| PROBLEM DETAILS |
Write the data out in full and word for word. Do not include images.
-=-=-
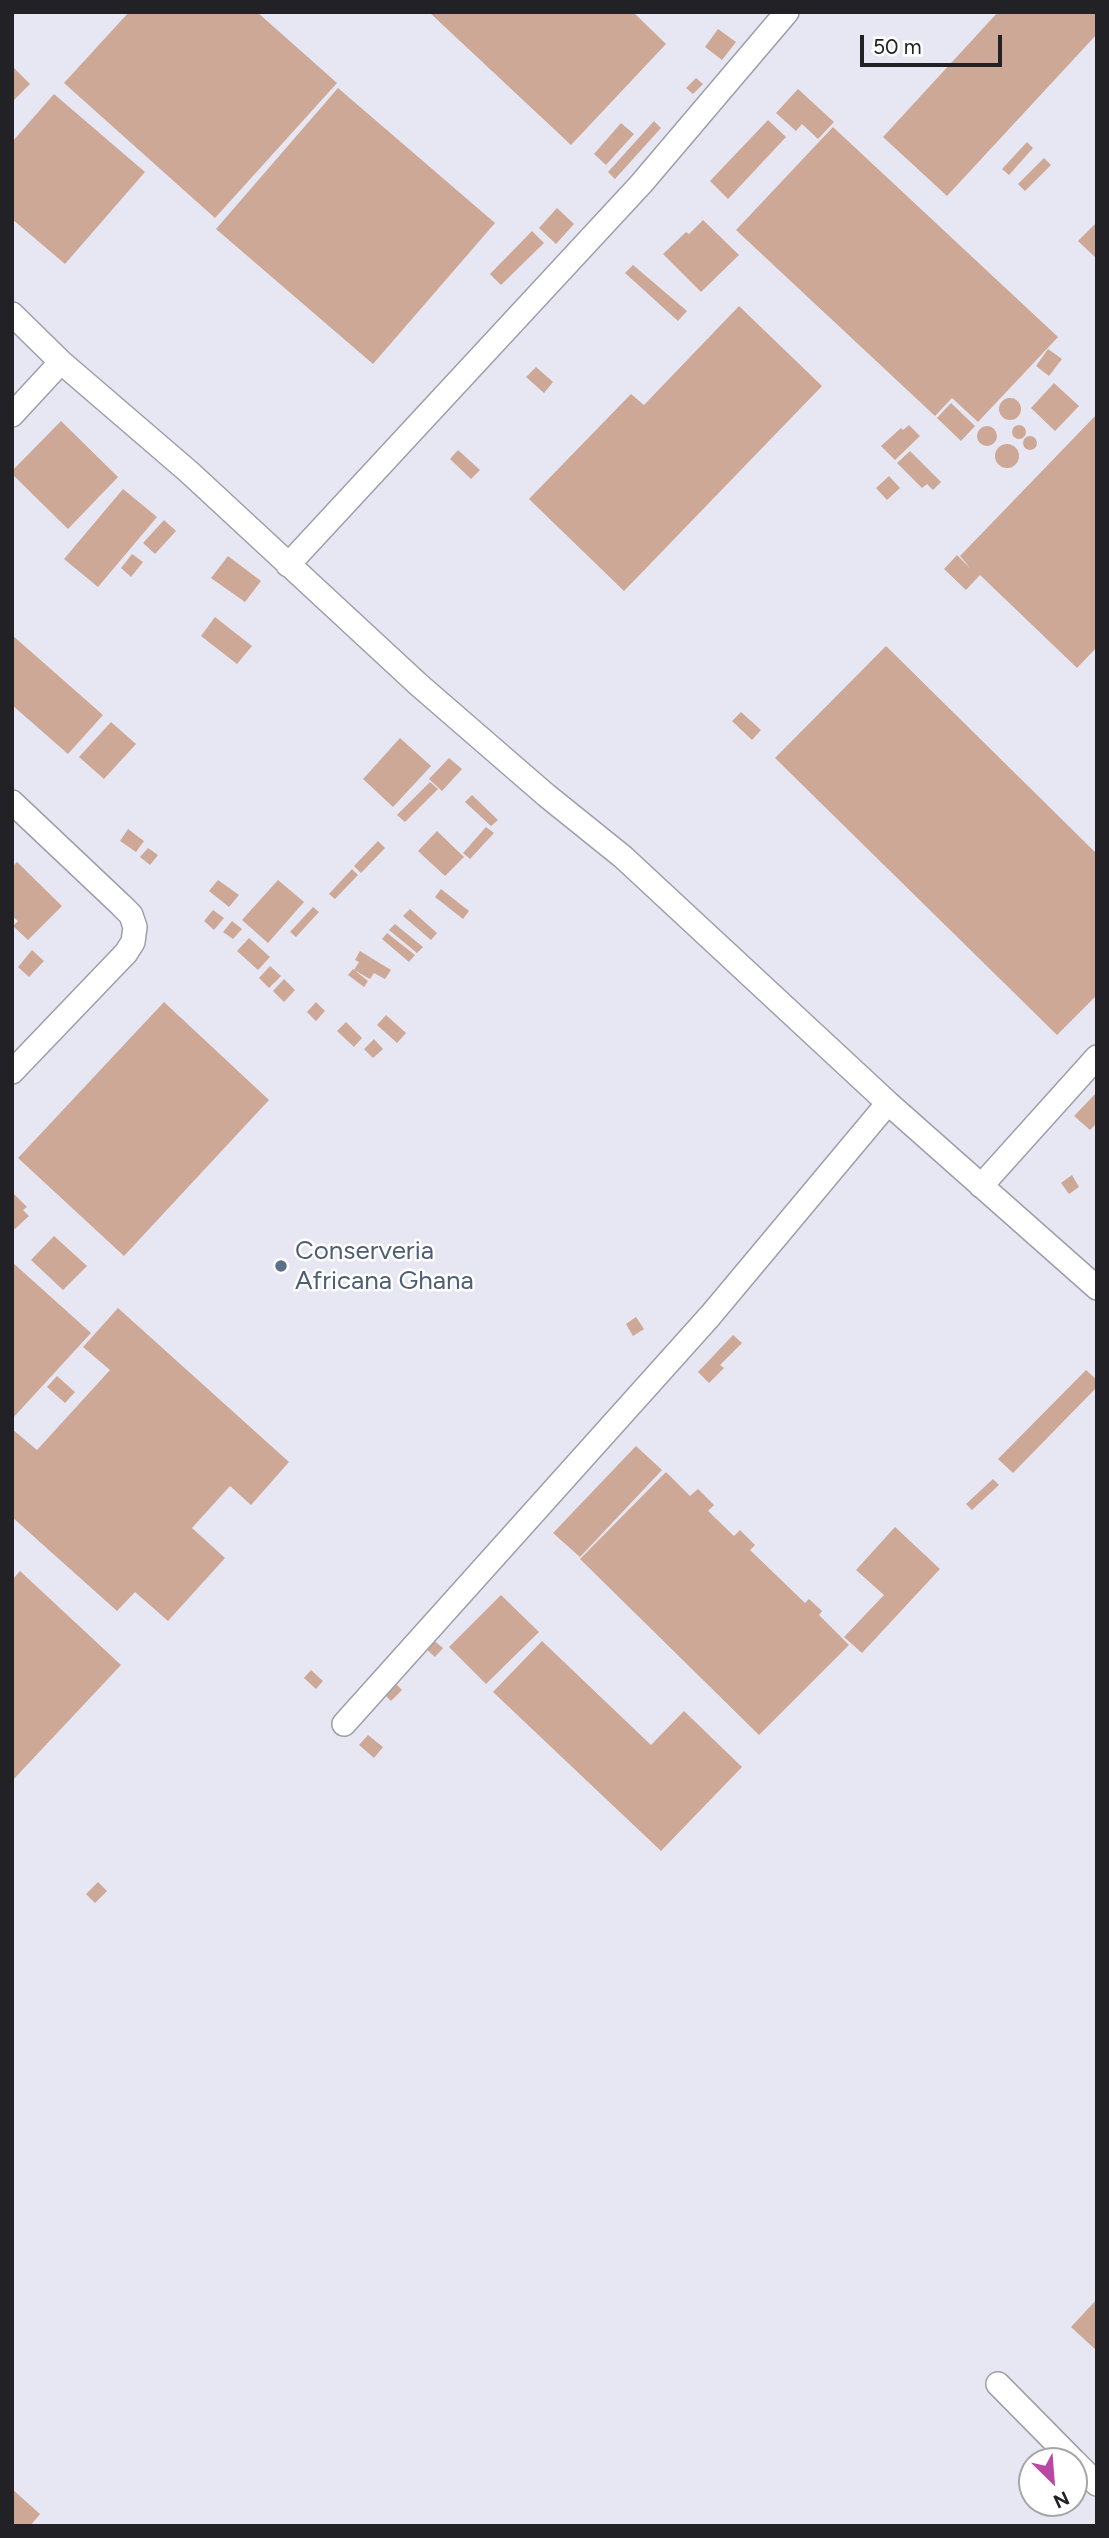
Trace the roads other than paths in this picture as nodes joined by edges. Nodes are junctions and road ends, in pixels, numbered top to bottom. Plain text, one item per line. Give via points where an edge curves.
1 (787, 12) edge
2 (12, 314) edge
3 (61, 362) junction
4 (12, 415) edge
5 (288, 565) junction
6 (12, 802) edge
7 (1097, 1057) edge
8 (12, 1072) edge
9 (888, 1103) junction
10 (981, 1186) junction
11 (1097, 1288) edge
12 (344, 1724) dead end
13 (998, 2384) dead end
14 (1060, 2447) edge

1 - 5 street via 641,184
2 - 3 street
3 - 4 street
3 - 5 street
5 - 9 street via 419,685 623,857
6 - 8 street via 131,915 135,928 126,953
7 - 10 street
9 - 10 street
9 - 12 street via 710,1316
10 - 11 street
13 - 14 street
-=-=-
| OUTPUT BELOW |
Trace the roads other than paths in this picture as nodes joined by edges. Nodes are junctions and road ends, in pixels, numbered top to bottom. Plain text, one item per line. Give via points where an edge curves.
1 (787, 12) edge
2 (12, 314) edge
3 (61, 362) junction
4 (12, 415) edge
5 (288, 565) junction
6 (12, 802) edge
7 (1097, 1057) edge
8 (12, 1072) edge
9 (888, 1103) junction
10 (981, 1186) junction
11 (1097, 1288) edge
12 (344, 1724) dead end
13 (998, 2384) dead end
14 (1060, 2447) edge

1 - 5 street via 641,184
2 - 3 street
3 - 4 street
3 - 5 street
5 - 9 street via 419,685 623,857
6 - 8 street via 131,915 135,928 126,953
7 - 10 street
9 - 10 street
9 - 12 street via 710,1316
10 - 11 street
13 - 14 street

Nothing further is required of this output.